Tom pensó en el rifle que tenía arriba. Lamentaba poner manos a la obra tan aprisa, pero se dijo que era lo mejor.
—Vamos arriba. Quiero enseñarle algo.
Subieron las escaleras y Tom llevó a Jonathan a su cuarto. Jonathan se fijó en seguida en la
commode de bateau
y se acercó a ella para examinarla mejor.
—Regalo reciente de mi esposa… Mire… —Tom tenía el rifle en la mano—. Tengo esto. Para largo alcance. Bastante certero, aunque no tanto como un fusil del ejército, desde luego. Quiero que se asome a esta ventana.
Jonathan se asomó. Al otro lado de la calle había una casa de tres pisos. Era de estilo decimonónico y estaba bastante apartada de la calle y más que medio oculta entre los árboles. A ambos lados de la calle había árboles que formaban dos líneas irregulares. Jonathan se imaginó un coche deteniéndose ante la verja del jardín y precisamente de eso le hablaba Tom en aquel momento: el rifle resultaría más certero que una pistola.
—Claro que todo depende de lo que hagan ellos —dijo Tom—. De si tienen intención de arrojar una bomba incendiaría, por ejemplo. En tal caso el rifle será lo más indicado. Desde luego, la casa también tiene ventanas en la parte posterior. Y a los lados. Venga por aquí.
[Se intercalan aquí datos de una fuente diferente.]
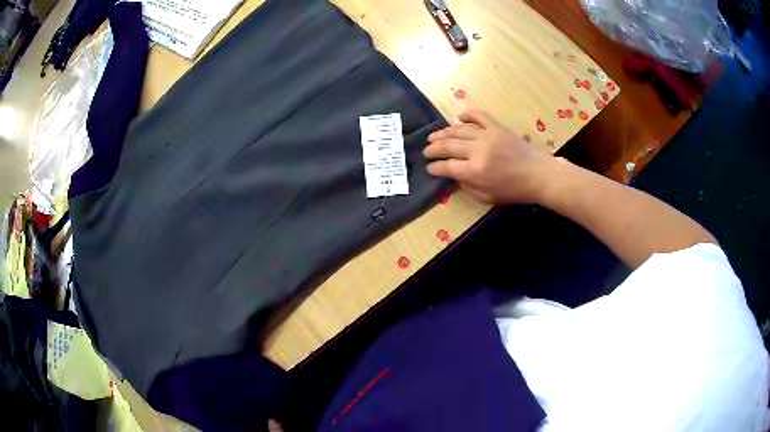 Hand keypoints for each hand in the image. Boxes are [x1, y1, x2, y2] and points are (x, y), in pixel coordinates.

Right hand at [423, 110, 556, 204]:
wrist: (538, 174)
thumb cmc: (514, 190)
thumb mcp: (487, 197)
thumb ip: (467, 186)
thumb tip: (453, 176)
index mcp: (474, 171)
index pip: (447, 167)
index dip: (435, 168)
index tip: (429, 168)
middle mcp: (477, 150)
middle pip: (448, 146)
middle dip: (433, 149)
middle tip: (426, 151)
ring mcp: (487, 135)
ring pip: (458, 130)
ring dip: (443, 133)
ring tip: (433, 136)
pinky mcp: (497, 127)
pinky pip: (478, 115)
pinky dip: (467, 114)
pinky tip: (458, 117) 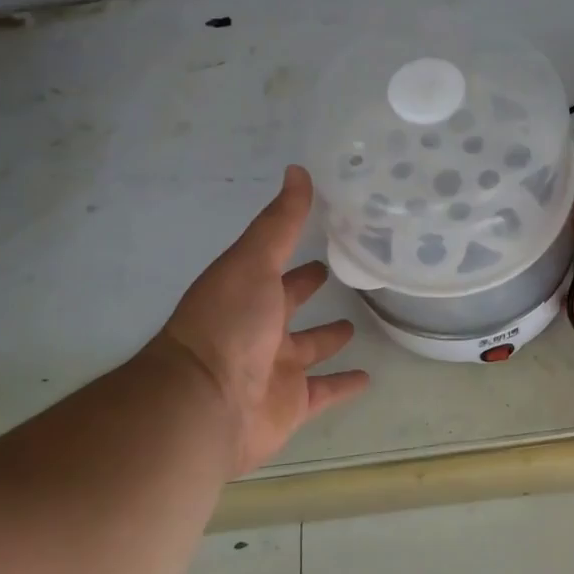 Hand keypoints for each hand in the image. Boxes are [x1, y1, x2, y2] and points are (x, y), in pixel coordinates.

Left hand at [153, 165, 368, 474]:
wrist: (205, 404)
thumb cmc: (229, 323)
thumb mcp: (253, 261)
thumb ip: (280, 222)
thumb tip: (298, 169)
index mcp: (248, 293)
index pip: (277, 267)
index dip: (297, 254)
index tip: (326, 235)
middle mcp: (260, 328)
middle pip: (290, 305)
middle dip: (308, 290)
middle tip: (341, 274)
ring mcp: (276, 368)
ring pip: (309, 349)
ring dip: (329, 338)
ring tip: (357, 325)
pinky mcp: (292, 404)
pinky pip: (324, 392)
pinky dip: (344, 385)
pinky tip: (368, 377) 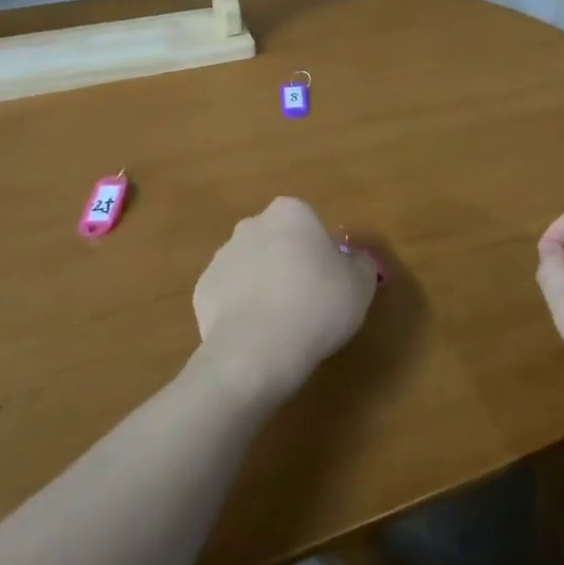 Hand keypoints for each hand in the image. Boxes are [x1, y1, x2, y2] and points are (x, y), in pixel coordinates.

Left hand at [193, 197, 376, 406]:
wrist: (258, 350)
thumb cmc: (317, 306)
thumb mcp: (361, 285)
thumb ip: (360, 265)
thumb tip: (352, 263)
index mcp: (290, 213)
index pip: (310, 225)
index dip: (321, 253)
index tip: (329, 282)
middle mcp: (252, 225)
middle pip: (277, 241)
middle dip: (288, 263)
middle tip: (307, 301)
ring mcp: (222, 256)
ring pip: (251, 267)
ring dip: (263, 285)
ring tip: (281, 325)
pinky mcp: (202, 290)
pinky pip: (230, 295)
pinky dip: (241, 309)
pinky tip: (255, 334) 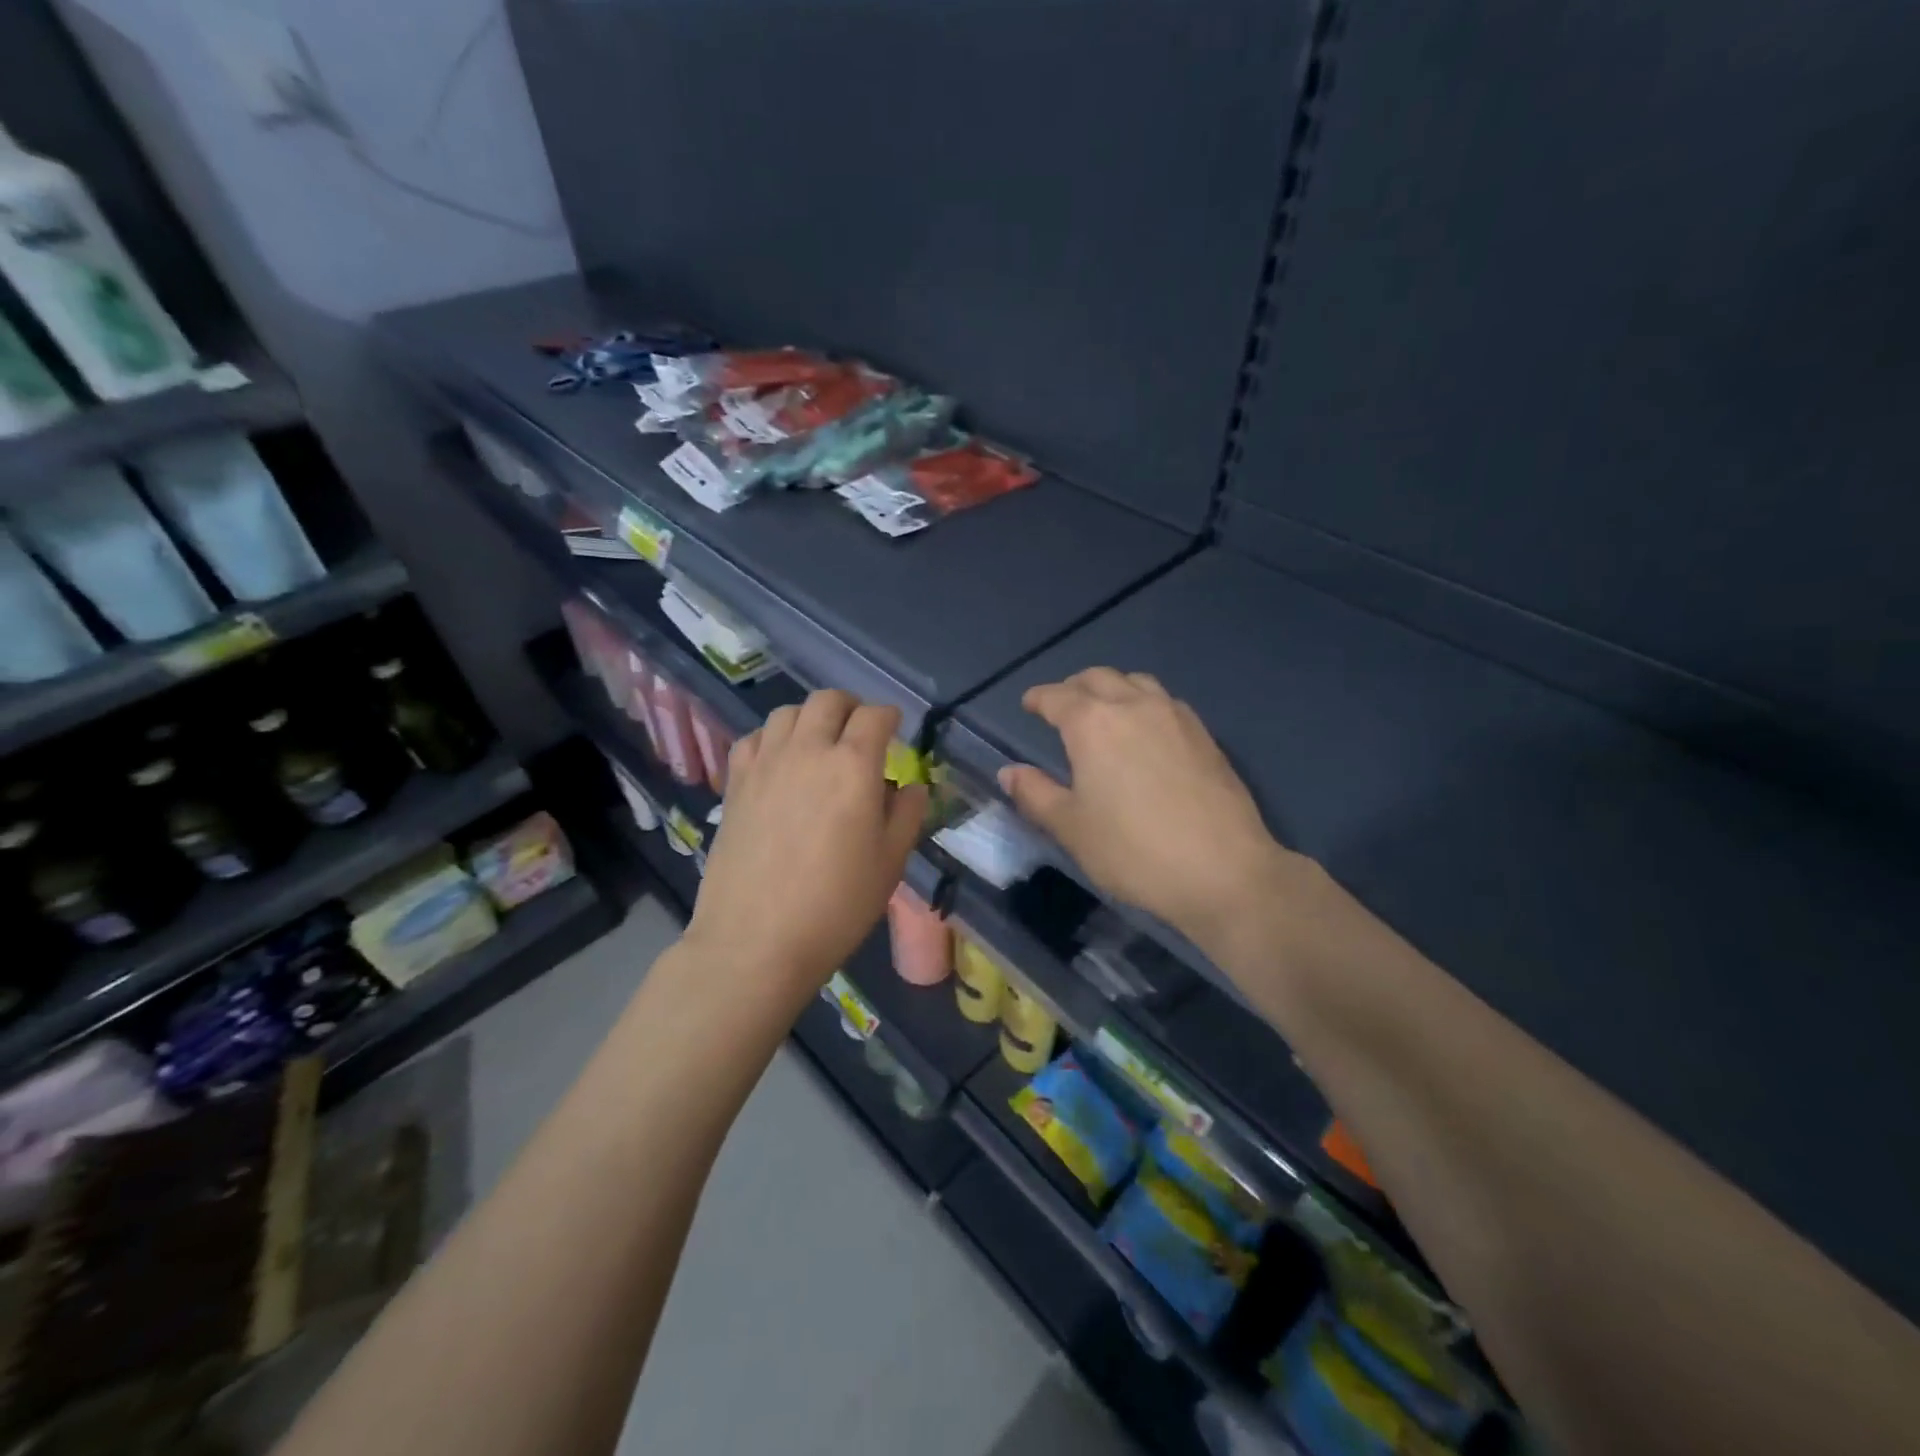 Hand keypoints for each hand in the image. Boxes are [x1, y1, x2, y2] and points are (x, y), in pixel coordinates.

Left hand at [688, 690, 927, 1003]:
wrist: (756, 941)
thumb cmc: (836, 906)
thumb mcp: (890, 863)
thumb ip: (906, 815)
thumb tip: (911, 786)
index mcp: (853, 766)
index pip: (875, 716)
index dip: (890, 717)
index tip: (895, 729)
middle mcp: (807, 751)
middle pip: (828, 701)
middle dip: (851, 707)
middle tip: (860, 731)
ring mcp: (765, 764)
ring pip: (787, 712)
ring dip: (811, 718)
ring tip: (819, 743)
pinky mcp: (735, 784)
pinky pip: (752, 739)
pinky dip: (771, 739)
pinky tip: (779, 763)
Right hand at [998, 668, 1291, 945]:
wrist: (1223, 870)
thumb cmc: (1134, 851)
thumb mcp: (1071, 828)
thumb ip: (1035, 794)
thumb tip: (1009, 772)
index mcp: (1092, 723)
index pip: (1057, 697)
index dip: (1038, 698)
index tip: (1028, 704)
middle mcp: (1133, 706)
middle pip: (1097, 678)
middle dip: (1073, 687)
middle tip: (1061, 707)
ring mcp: (1174, 716)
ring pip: (1136, 682)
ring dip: (1112, 688)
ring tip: (1104, 712)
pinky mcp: (1204, 734)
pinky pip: (1165, 701)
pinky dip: (1144, 702)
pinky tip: (1146, 731)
Tom condujo a Jonathan a la habitación de Heloise, una de cuyas ventanas daba al césped de la parte trasera. Más allá del césped, la arboleda era más densa, mientras que unos cuantos chopos lo bordeaban por la derecha.
—Hay un camino que cruza ese bosque, a la izquierda, aunque ahora apenas se ve. Y en mi
atelier…
—Tom salió al pasillo y abrió una puerta a mano izquierda. Las ventanas de aquella habitación también daban a la parte posterior, hacia donde caía el pueblo de Villeperce, pero desde ella sólo se divisaban los cipreses, chopos y tilos de una finca pequeña—. Podríamos vigilar ambos lados de la casa. No quiero decir que tengamos que permanecer pegados a las ventanas, pero… La otra cosa importante que quería decirle es que quiero que el enemigo crea que estoy solo. Si usted…
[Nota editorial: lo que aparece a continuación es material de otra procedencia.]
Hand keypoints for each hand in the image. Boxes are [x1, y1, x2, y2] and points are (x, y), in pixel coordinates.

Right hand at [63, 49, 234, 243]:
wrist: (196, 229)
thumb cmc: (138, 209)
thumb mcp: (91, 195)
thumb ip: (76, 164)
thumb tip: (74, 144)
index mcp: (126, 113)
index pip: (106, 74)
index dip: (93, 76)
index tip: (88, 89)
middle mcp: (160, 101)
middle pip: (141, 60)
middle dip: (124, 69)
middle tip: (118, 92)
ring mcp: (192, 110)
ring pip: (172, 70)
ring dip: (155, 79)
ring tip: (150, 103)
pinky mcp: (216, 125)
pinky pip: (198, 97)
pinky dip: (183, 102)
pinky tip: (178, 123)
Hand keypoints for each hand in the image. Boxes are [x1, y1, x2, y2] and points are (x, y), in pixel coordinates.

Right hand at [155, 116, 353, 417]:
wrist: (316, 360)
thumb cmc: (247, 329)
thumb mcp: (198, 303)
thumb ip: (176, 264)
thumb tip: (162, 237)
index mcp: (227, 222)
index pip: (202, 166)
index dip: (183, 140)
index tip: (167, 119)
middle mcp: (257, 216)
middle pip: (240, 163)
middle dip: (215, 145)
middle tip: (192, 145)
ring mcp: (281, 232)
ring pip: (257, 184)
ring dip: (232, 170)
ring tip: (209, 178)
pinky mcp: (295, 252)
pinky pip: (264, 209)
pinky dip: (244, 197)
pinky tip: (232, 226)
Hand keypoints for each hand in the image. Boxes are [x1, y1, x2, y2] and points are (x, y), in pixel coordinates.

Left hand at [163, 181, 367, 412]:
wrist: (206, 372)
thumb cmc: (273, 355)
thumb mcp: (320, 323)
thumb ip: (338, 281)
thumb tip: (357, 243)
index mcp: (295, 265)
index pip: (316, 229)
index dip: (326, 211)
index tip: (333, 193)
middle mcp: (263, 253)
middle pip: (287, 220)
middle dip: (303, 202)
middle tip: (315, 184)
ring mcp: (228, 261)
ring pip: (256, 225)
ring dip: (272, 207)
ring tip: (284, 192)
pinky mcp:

El teléfono estaba sonando. Durante unos segundos Tom pensó en dejar que siguiera sonando, sin descolgado, luego se dijo que tal vez se enteraría de algo si contestaba. Entró en su cuarto y descolgó el aparato.
—
¿Oui?
—¿
Monsieur
Ripley?—dijo en francés una voz de mujer—. Ici,
madame
Trevanny. ¿Está mi esposo ahí por casualidad?
La voz era muy tensa.
—¿Su marido?
Mais non, madame
! — dijo Tom con tono de sorpresa.
—
Merci, m’sieur. Excusez-moi.
La mujer colgó. Tom suspiró. Realmente Jonathan estaba en apuros.
—Mi esposa —dijo Jonathan desde la puerta.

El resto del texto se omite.